_REQUIRED WORK_
Only the number is wanted: how many lines in the material below contain "order".

-------

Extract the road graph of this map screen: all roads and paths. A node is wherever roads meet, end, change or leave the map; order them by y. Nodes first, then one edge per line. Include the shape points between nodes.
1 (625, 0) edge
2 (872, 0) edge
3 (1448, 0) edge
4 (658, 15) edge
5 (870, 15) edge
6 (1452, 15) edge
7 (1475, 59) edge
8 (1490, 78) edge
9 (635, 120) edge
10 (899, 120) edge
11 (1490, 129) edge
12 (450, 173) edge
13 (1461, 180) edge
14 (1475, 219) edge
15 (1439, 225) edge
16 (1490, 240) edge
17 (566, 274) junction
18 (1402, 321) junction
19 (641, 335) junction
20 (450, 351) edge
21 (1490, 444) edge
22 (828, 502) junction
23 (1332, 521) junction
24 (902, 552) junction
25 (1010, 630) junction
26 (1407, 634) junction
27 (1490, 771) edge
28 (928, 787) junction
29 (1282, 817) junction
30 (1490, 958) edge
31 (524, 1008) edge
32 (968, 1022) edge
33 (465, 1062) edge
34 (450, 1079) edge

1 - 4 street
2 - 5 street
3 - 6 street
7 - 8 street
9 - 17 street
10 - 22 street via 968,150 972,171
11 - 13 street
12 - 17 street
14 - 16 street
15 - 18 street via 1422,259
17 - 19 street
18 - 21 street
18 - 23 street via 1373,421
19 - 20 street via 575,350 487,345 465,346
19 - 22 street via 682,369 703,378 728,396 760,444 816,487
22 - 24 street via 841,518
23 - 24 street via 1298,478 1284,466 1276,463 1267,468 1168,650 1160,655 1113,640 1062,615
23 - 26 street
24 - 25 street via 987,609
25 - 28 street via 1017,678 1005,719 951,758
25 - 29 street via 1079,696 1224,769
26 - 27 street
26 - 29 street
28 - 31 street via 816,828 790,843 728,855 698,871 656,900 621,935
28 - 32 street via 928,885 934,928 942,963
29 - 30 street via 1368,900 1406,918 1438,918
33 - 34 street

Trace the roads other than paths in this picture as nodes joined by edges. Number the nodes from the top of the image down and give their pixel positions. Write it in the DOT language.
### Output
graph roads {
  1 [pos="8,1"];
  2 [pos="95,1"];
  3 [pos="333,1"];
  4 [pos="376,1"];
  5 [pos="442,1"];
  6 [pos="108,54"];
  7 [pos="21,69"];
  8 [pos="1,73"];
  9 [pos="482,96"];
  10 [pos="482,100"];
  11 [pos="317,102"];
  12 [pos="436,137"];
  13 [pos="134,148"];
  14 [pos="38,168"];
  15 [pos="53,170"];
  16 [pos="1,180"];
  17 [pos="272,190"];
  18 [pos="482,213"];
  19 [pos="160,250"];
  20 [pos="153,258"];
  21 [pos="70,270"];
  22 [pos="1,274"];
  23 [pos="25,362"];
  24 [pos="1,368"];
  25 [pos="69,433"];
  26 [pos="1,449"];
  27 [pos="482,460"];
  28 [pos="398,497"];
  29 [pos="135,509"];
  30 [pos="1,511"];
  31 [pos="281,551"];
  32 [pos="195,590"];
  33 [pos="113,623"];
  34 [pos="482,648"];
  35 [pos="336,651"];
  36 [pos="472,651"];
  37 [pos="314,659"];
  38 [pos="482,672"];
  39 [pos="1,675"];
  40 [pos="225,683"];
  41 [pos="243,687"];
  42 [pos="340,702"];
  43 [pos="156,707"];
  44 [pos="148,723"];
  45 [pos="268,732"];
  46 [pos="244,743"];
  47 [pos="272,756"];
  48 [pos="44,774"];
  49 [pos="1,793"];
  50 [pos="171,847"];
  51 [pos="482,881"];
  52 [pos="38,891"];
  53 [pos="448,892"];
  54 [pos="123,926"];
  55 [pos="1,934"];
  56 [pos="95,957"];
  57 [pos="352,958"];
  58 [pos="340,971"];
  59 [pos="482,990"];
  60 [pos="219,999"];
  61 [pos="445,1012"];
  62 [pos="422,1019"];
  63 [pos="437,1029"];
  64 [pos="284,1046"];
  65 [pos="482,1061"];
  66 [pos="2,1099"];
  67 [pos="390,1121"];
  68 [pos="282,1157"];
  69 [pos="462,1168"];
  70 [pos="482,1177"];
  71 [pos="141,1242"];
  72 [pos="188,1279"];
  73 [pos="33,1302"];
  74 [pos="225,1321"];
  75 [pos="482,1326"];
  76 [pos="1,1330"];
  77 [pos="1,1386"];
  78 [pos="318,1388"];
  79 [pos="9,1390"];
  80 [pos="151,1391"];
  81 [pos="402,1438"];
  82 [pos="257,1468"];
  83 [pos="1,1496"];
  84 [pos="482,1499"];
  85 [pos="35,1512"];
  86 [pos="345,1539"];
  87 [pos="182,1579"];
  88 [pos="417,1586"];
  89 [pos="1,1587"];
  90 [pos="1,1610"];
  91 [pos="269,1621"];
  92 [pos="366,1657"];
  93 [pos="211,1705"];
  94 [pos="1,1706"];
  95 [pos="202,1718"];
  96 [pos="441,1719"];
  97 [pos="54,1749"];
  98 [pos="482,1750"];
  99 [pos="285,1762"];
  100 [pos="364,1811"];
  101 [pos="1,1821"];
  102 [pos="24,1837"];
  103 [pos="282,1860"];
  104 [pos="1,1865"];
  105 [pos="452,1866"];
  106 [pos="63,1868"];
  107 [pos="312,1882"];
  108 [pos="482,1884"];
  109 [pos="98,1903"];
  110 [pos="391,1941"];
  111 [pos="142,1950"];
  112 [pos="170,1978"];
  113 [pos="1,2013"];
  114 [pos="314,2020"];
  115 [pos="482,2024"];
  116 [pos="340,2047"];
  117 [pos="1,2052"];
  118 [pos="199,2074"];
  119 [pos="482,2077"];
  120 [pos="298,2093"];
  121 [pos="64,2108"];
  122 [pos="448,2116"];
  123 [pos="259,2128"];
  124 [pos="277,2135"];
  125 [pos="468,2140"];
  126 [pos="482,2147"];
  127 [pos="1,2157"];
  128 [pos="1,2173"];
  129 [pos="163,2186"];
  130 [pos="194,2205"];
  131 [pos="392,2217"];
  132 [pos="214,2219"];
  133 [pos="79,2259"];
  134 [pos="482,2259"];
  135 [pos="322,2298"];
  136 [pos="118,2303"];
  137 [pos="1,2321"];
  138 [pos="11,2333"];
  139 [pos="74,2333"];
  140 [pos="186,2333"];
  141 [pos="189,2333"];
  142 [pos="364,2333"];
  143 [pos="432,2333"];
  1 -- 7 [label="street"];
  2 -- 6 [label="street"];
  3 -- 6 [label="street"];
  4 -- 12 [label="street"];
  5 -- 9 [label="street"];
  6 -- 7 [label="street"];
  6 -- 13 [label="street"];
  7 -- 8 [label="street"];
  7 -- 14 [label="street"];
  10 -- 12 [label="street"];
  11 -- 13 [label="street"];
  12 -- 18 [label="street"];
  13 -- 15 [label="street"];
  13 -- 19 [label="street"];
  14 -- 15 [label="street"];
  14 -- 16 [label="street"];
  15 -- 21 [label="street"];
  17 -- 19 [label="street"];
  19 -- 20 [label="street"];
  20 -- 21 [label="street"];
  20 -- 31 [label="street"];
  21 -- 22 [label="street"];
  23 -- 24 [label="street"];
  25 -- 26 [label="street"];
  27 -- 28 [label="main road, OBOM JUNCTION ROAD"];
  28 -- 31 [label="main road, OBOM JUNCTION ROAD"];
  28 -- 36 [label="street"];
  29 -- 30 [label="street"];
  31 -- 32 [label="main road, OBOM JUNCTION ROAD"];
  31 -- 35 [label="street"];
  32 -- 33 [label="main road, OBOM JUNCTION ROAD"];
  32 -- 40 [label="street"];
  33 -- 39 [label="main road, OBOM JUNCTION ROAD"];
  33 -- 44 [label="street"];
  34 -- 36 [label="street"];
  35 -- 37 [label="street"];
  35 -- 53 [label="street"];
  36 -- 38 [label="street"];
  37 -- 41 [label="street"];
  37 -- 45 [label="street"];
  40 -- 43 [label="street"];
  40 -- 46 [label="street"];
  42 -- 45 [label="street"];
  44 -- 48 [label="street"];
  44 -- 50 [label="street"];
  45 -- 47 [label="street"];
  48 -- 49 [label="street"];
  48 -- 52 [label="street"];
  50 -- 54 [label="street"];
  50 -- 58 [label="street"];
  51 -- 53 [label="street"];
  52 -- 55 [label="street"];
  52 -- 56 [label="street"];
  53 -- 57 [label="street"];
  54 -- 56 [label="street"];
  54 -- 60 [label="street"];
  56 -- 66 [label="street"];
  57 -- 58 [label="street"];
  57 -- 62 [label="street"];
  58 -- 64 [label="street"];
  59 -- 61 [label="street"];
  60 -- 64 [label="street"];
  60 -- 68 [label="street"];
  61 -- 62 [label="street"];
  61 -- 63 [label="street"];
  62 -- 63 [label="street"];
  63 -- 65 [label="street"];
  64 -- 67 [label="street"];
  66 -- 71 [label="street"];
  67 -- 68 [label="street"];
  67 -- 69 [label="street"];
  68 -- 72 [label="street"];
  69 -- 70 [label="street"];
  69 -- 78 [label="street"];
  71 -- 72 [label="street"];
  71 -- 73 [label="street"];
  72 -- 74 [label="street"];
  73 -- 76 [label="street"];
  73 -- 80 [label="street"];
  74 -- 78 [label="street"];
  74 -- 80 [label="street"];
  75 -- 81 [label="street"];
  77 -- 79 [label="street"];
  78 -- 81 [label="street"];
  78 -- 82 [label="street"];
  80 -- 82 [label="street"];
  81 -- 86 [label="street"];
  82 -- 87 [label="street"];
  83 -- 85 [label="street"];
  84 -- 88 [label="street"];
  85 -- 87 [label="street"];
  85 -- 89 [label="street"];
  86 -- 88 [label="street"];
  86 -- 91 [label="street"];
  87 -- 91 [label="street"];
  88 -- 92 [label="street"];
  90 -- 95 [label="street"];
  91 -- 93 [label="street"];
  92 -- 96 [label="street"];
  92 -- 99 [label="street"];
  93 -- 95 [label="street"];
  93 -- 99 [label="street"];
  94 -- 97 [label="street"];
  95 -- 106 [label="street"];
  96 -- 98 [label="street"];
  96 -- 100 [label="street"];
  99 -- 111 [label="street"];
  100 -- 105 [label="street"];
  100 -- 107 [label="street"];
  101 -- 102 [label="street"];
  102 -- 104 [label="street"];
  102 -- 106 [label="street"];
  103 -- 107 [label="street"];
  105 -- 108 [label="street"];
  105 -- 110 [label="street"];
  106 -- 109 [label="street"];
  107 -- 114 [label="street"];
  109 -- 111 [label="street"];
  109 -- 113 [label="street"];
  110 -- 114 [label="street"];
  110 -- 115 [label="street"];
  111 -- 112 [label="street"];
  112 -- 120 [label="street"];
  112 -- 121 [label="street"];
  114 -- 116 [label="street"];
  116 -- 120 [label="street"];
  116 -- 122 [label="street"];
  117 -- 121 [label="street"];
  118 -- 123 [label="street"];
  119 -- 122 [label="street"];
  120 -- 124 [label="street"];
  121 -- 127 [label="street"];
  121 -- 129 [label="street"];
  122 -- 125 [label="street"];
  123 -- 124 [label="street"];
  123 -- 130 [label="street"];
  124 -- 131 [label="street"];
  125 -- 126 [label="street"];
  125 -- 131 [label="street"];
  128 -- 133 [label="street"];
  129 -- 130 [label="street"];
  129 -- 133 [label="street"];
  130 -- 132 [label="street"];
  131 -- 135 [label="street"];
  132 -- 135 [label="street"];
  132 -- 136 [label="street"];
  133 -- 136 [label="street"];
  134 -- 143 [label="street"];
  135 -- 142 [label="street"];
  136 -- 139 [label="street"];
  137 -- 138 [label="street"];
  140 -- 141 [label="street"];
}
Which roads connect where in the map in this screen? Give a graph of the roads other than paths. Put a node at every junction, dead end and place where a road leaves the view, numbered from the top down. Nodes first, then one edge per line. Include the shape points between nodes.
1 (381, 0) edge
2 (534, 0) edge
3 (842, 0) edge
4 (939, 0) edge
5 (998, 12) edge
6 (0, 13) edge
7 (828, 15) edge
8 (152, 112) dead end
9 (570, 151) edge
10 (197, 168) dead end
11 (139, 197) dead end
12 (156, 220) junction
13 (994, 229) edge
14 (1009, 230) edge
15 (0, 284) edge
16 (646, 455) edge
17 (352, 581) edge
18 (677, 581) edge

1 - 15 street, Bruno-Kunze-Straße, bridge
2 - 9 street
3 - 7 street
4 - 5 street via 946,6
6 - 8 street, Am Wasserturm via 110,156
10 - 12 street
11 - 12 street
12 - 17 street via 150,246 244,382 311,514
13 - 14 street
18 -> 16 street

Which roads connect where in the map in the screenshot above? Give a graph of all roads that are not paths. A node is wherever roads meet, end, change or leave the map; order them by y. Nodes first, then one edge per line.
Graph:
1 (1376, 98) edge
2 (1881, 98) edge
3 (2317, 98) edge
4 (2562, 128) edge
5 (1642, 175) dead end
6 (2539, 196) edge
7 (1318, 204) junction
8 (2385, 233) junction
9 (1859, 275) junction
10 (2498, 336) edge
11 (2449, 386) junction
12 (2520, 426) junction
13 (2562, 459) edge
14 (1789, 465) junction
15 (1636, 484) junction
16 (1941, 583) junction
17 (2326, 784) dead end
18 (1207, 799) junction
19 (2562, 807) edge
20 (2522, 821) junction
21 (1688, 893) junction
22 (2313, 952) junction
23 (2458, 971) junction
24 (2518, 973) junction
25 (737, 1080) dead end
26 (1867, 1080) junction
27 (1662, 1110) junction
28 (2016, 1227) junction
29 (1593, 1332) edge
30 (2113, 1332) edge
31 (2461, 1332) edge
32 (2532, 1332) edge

-------

_SOLUTION TO THIS PROBLEM_
2